(Collected data)
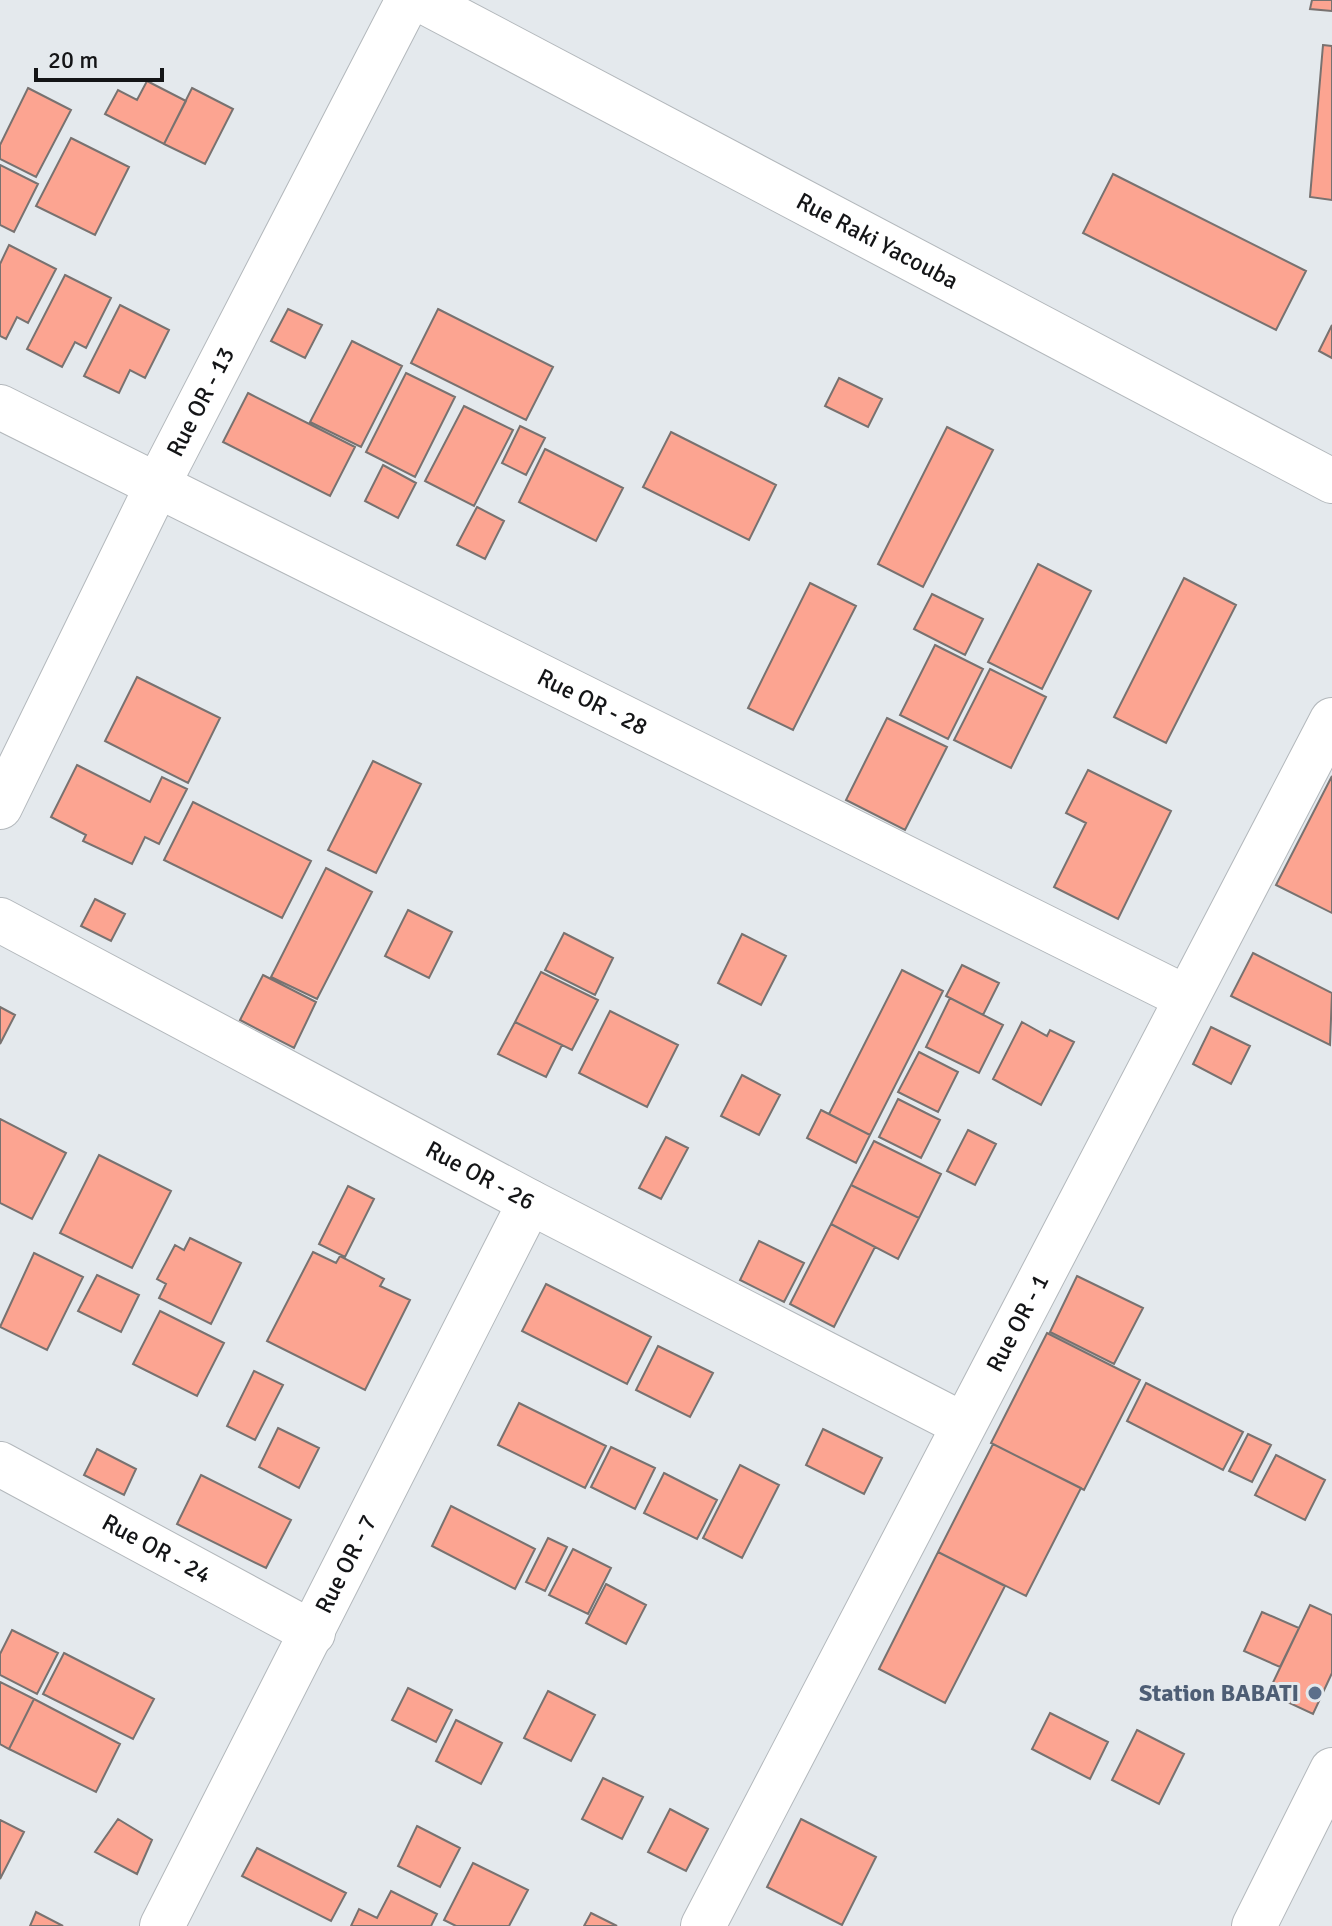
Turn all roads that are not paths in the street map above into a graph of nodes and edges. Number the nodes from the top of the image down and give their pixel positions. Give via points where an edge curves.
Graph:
1 (408, 0) edge
2 (421, 0) edge
3 (0, 407) edge
4 (1332, 481) edge
5 (157, 486) junction
6 (1332, 720) edge
7 (0, 807) edge
8 (0, 920) edge
9 (1185, 997) junction
10 (530, 1202) junction
11 (962, 1424) junction
12 (0, 1464) edge
13 (313, 1633) junction
14 (1332, 1770) edge
15 (162, 1926) edge
16 (703, 1926) edge
17 (1254, 1926) edge

1 - 5 street, Rue OR - 13
2 - 4 street, Rue Raki Yacouba
3 - 5 street, Rue OR - 28
5 - 7 street, Rue OR - 13
5 - 9 street, Rue OR - 28
6 - 9 street, Rue OR - 1
8 - 10 street, Rue OR - 26
9 - 11 street, Rue OR - 1
10 - 11 street, Rue OR - 26
10 - 13 street, Rue OR - 7
11 - 16 street, Rue OR - 1
12 - 13 street, Rue OR - 24
13 - 15 street, Rue OR - 7
14 - 17 street

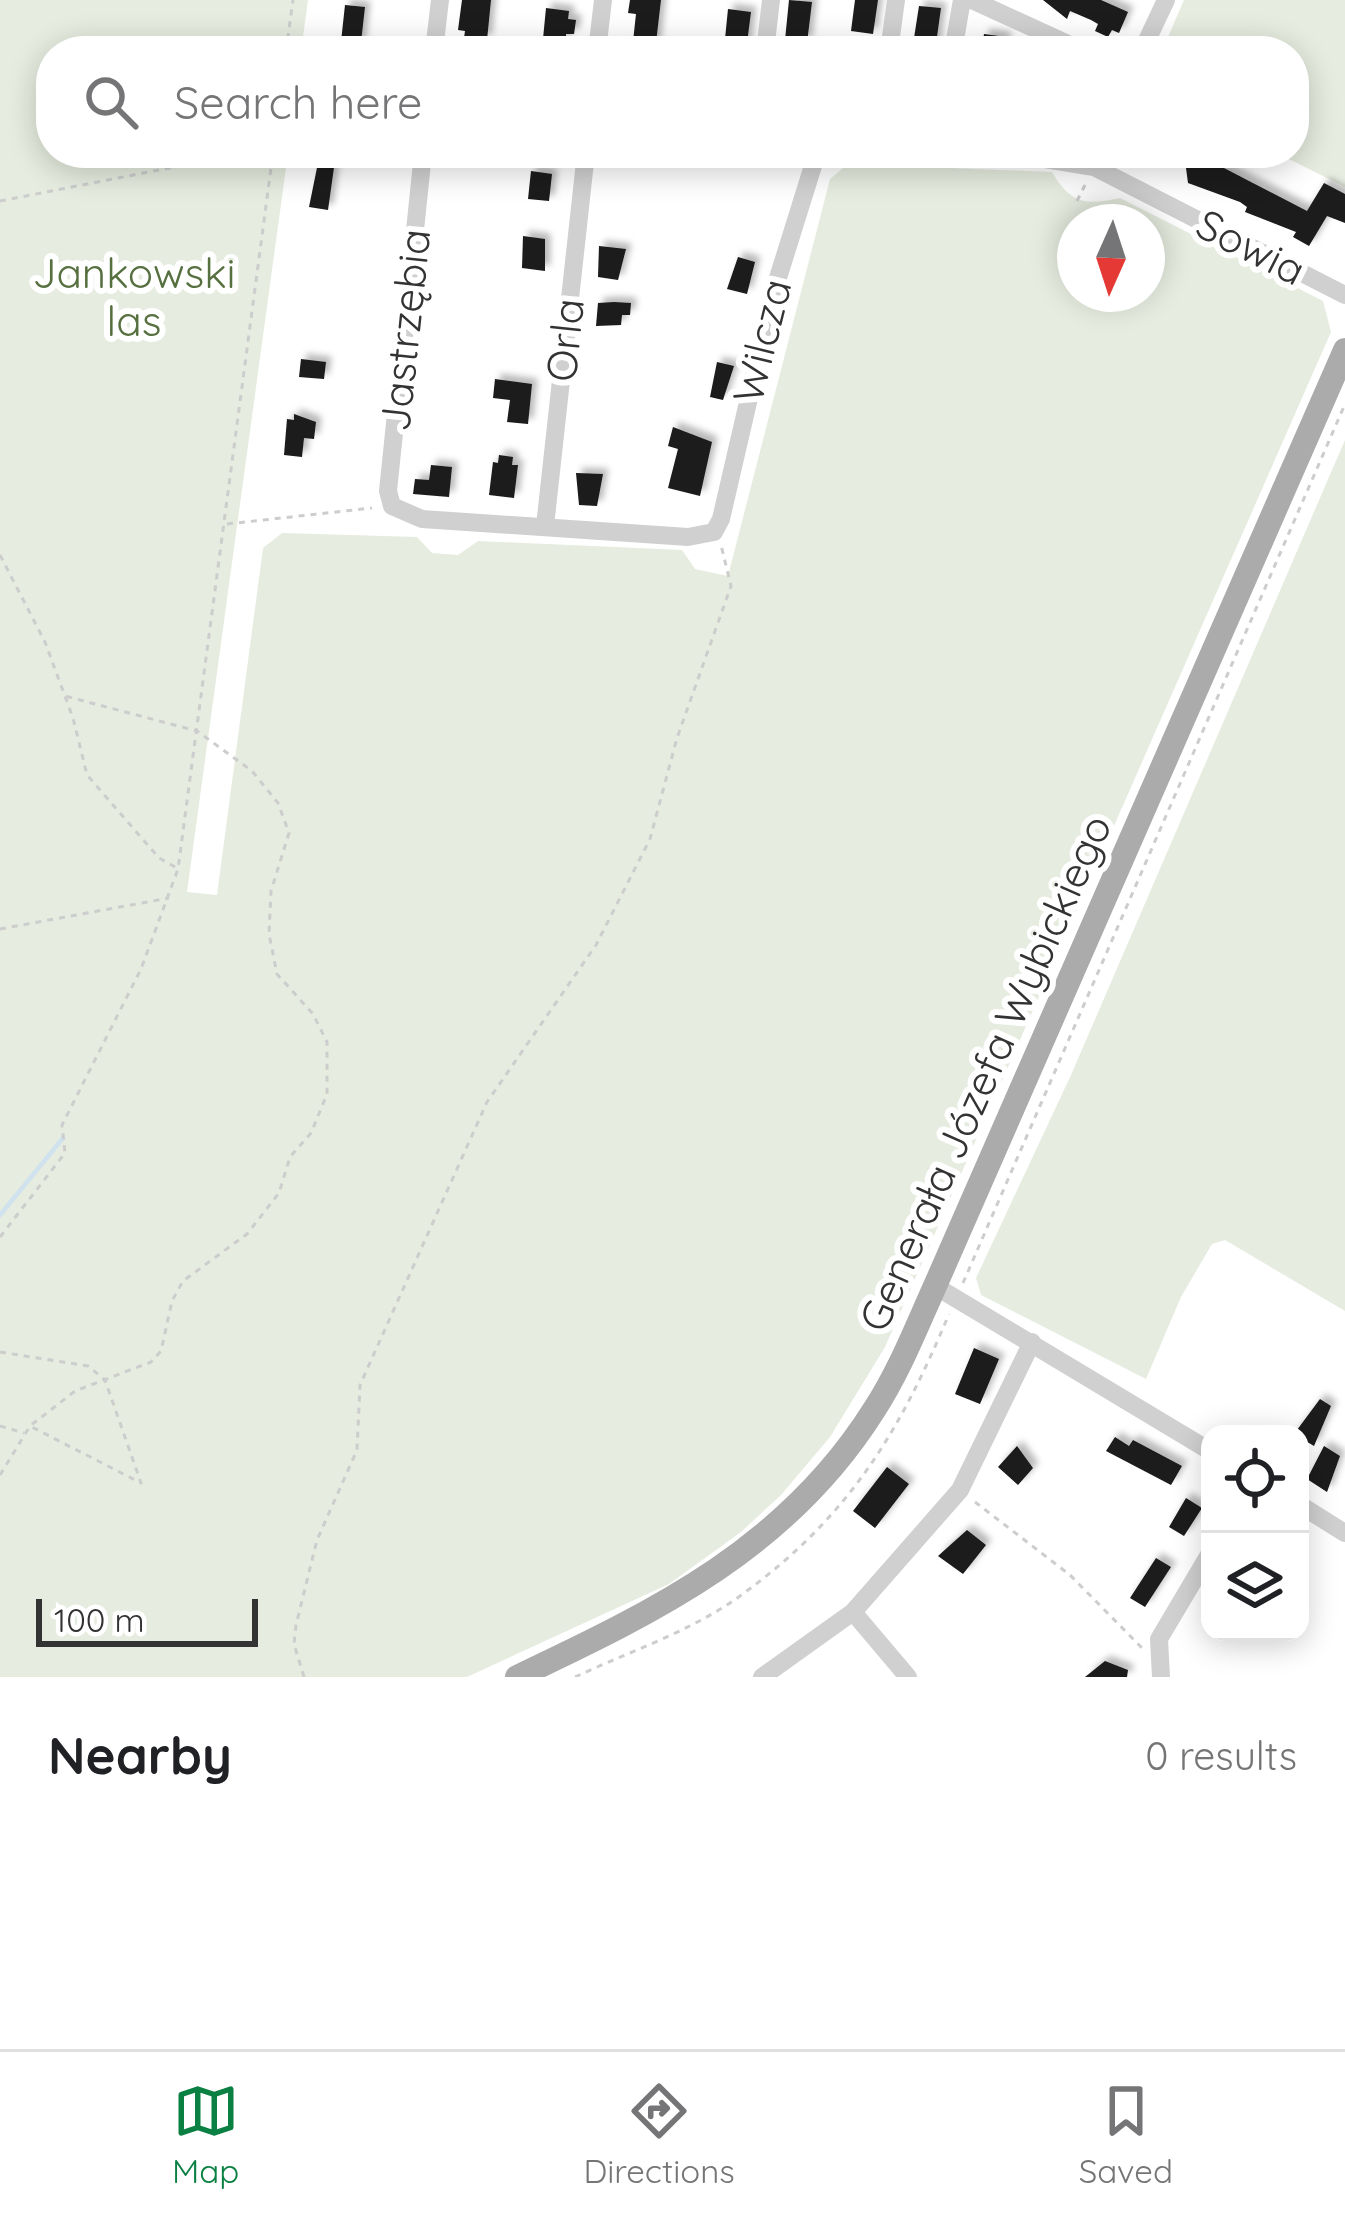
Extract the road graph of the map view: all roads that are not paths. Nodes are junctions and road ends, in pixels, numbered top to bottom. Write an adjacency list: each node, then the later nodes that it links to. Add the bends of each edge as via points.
1 (440, 0): 8 (street)
2 (603, 0): 9 (street)
3 (771, 0): 10 (street)
4 (896, 0): 11 (street)
5 (962, 0): 12 (street)
6 (972, 0): 13 (street)
7 (1166, 0): 14 (street)
8 (436, 36)
9 (599, 36)
10 (767, 36)
11 (891, 36)
12 (956, 36)
13 (1050, 36)
14 (1149, 36)
15 (421, 168): 21 (street, Jastrzębia, via 392,506 422,519)
16 (584, 168): 21 (street, Orla)
17 (812, 168): 21 (street, Wilcza, via 714,532)
18 (1111, 168): 19 (street, Sowia)
19 (1345, 295)
20 (1345, 350): 22 (main road, Generała Józefa Wybickiego)
21 (545, 526)
22 (946, 1291): 23 (street); 29 (main road, Generała Józefa Wybickiego, via 875,1410 757,1541 670,1603)
23 (1032, 1342): 24 (street); 28 (street, via 960,1490)
24 (1201, 1445)
25 (1309, 1511): 26 (street)
26 (1345, 1533)
27 (1201, 1567): 32 (street, via 1156,1652)
28 (853, 1612): 30 (street); 31 (street)
29 (517, 1677)
30 (762, 1677)
31 (908, 1677)
32 (1161, 1677)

**Work instructions:**
Send back the data above verbatim, leaving out its pictures.

**Worked solution:**
Turn all roads that are not paths in the street map above into a graph of nodes and edges. Number the nodes from the top of the image down and give their pixel positions. Give via points where an edge curves.
Graph:
1 (408, 0) edge
2 (421, 0) edge
3 (0, 407) edge
4 (1332, 481) edge
5 (157, 486) junction
6 (1332, 720) edge
7 (0, 807) edge
8 (0, 920) edge
9 (1185, 997) junction
10 (530, 1202) junction
11 (962, 1424) junction
12 (0, 1464) edge
13 (313, 1633) junction
14 (1332, 1770) edge
15 (162, 1926) edge
16 (703, 1926) edge
17 (1254, 1926) edge

1 - 5 street, Rue OR - 13
2 - 4 street, Rue Raki Yacouba
3 - 5 street, Rue OR - 28
5 - 7 street, Rue OR - 13
5 - 9 street, Rue OR - 28
6 - 9 street, Rue OR - 1
8 - 10 street, Rue OR - 26
9 - 11 street, Rue OR - 1
10 - 11 street, Rue OR - 26
10 - 13 street, Rue OR - 7
11 - 16 street, Rue OR - 1
12 - 13 street, Rue OR - 24
13 - 15 street, Rue OR - 7
14 - 17 street

Extract the road graph of the map view: all roads that are not paths. Nodes are junctions and road ends, in pixels, numbered top to bottom. Write an adjacency list: each node, then the later nodes that it links to. Add the bends of each edge as via points.
1 (440, 0): 8 (street)
2 (603, 0): 9 (street)
3 (771, 0): 10 (street)
4 (896, 0): 11 (street)
5 (962, 0): 12 (street)
6 (972, 0): 13 (street)
7 (1166, 0): 14 (street)
8 (436, 36)
9 (599, 36)
10 (767, 36)
11 (891, 36)
12 (956, 36)
13 (1050, 36)
14 (1149, 36)
15 (421, 168): 21 (street, Jastrzębia, via 392,506 422,519)
16 (584, 168): 21 (street, Orla)
17 (812, 168): 21 (street, Wilcza, via 714,532)
18 (1111, 168): 19 (street, Sowia)
19 (1345, 295)
20 (1345, 350): 22 (main road, Generała Józefa Wybickiego)
21 (545, 526)
22 (946, 1291): 23 (street); 29 (main road, Generała Józefa Wybickiego, via 875,1410 757,1541 670,1603)
23 (1032, 1342): 24 (street); 28 (street, via 960,1490)
24 (1201, 1445)
25 (1309, 1511): 26 (street)
26 (1345, 1533)
27 (1201, 1567): 32 (street, via 1156,1652)
28 (853, 1612): 30 (street); 31 (street)
29 (517, 1677)
30 (762, 1677)
31 (908, 1677)
32 (1161, 1677)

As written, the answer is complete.